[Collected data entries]

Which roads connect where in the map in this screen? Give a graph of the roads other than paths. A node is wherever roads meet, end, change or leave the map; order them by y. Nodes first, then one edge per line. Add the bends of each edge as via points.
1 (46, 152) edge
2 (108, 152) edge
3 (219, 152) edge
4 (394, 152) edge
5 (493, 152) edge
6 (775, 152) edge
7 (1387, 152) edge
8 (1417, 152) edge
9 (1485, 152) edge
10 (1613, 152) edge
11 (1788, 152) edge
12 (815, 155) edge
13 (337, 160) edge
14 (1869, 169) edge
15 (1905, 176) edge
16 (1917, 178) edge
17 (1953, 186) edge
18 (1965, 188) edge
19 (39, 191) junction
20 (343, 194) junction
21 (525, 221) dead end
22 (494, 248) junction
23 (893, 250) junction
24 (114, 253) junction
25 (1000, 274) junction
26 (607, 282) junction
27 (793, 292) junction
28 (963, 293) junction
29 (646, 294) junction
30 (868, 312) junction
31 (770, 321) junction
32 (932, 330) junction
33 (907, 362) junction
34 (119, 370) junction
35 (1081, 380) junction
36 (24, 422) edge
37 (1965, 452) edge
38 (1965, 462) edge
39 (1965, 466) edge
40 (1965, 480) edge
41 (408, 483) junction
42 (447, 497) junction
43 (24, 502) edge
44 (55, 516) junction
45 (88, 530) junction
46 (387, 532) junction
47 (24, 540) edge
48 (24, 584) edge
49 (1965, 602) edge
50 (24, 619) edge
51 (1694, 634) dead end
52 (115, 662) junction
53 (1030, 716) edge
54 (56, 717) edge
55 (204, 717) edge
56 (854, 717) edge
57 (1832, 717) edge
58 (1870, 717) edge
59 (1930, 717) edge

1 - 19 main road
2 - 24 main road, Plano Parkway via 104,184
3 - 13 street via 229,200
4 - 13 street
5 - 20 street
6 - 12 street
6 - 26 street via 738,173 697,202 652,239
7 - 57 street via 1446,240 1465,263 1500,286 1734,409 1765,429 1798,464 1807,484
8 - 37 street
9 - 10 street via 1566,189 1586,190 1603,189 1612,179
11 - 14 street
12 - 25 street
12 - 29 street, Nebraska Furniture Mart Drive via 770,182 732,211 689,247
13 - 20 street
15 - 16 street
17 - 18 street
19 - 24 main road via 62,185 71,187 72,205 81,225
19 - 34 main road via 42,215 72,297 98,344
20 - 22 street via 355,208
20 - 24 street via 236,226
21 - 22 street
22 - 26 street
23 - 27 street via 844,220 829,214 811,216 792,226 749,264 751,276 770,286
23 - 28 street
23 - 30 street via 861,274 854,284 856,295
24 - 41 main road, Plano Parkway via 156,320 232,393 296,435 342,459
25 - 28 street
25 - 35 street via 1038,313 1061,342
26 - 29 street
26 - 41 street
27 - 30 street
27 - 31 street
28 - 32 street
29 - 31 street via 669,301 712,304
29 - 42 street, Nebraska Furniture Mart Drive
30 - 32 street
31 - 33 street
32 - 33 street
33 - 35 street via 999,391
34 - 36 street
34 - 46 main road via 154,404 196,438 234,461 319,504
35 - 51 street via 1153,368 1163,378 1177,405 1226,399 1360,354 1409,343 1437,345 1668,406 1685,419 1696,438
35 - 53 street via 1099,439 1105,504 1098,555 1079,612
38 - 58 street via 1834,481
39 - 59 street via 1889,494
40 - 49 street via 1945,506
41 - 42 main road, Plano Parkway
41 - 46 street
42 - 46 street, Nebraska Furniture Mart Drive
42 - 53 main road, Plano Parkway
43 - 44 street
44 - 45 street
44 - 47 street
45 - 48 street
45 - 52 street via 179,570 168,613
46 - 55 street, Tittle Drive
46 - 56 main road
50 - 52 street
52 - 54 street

Prompt:
Line by line, print the records above exactly as they stand.

Solution:
Which roads connect where in the map in this screen? Give a graph of the roads other than paths. A node is wherever roads meet, end, change or leave the map; order them by y. Nodes first, then one edge per line. Add the bends of each edge as via points.
1 (46, 152) edge
2 (108, 152) edge
3 (219, 152) edge
4 (394, 152) edge
5 (493, 152) edge
6 (775, 152) edge
7 (1387, 152) edge
8 (1417, 152) edge
9 (1485, 152) edge
10 (1613, 152) edge
11 (1788, 152) edge
12 (815, 155) edge
13 (337, 160) edge
14 (1869, 169) edge
15 (1905, 176) edge
16 (1917, 178) edge
17 (1953, 186) edge
18 (1965, 188) edge
19 (39, 191) junction
20 (343, 194) junction
21 (525, 221) dead end
22 (494, 248) junction
23 (893, 250) junction
24 (114, 253) junction
25 (1000, 274) junction
26 (607, 282) junction
27 (793, 292) junction
28 (963, 293) junction
29 (646, 294) junction
30 (868, 312) junction
31 (770, 321) junction
32 (932, 330) junction
33 (907, 362) junction
34 (119, 370) junction
35 (1081, 380) junction
36 (24, 422) edge
37 (1965, 452) edge
38 (1965, 462) edge
39 (1965, 466) edge
40 (1965, 480) edge
41 (408, 483) junction
42 (447, 497) junction
43 (24, 502) edge
44 (55, 516) junction
45 (88, 530) junction
46 (387, 532) junction
47 (24, 540) edge
48 (24, 584) edge
49 (1965, 602) edge
50 (24, 619) edge
51 (1694, 634) dead end
52 (115, 662) junction
53 (1030, 716) edge
54 (56, 717) edge
55 (204, 717) edge
56 (854, 717) edge
57 (1832, 717) edge
58 (1870, 717) edge
59 (1930, 717) edge

1 - 19 main road
2 - 24 main road, Plano Parkway via 104,184
3 - 13 street via 229,200
4 - 13 street
5 - 20 street
6 - 12 street
6 - 26 street via 738,173 697,202 652,239
7 - 57 street via 1446,240 1465,263 1500,286 1734,409 1765,429 1798,464 1807,484
8 - 37 street
9 - 10 street via 1566,189 1586,190 1603,189 1612,179
11 - 14 street
12 - 25 street
12 - 29 street, Nebraska Furniture Mart Drive via 770,182 732,211 689,247
13 - 20 street
15 - 16 street
17 - 18 street
19 - 24 main road via 62,185 71,187 72,205 81,225
19 - 34 main road via 42,215 72,297 98,344
20 - 22 street via 355,208
20 - 24 street via 236,226
21 - 22 street
22 - 26 street
23 - 27 street via 844,220 829,214 811,216 792,226 749,264 751,276 770,286
23 - 28 street
23 - 30 street via 861,274 854,284 856,295
24 - 41 main road, Plano Parkway via 156,320 232,393 296,435 342,459
25 - 28 street
25 - 35 street via 1038,313 1061,342
26 - 29 street
26 - 41 street
27 - 30 street
27 - 31 street
28 - 32 street
29 - 31 street via 669,301 712,304
29 - 42 street, Nebraska Furniture Mart Drive
30 - 32 street
31 - 33 street
32 - 33 street
33 - 35 street via 999,391
34 - 36 street
34 - 46 main road via 154,404 196,438 234,461 319,504
35 - 51 street via 1153,368 1163,378 1177,405 1226,399 1360,354 1409,343 1437,345 1668,406 1685,419 1696,438
35 - 53 street via 1099,439 1105,504 1098,555 1079,612
38 - 58 street via 1834,481
39 - 59 street via 1889,494
40 - 49 street via 1945,506
41 - 42 main road, Plano Parkway
41 - 46 street
42 - 46 street, Nebraska Furniture Mart Drive
42 - 53 main road, Plano Parkway
43 - 44 street
44 - 45 street
44 - 47 street
45 - 48 street
45 - 52 street via 179,570 168,613
46 - 55 street, Tittle Drive
46 - 56 main road
50 - 52 street
52 - 54 street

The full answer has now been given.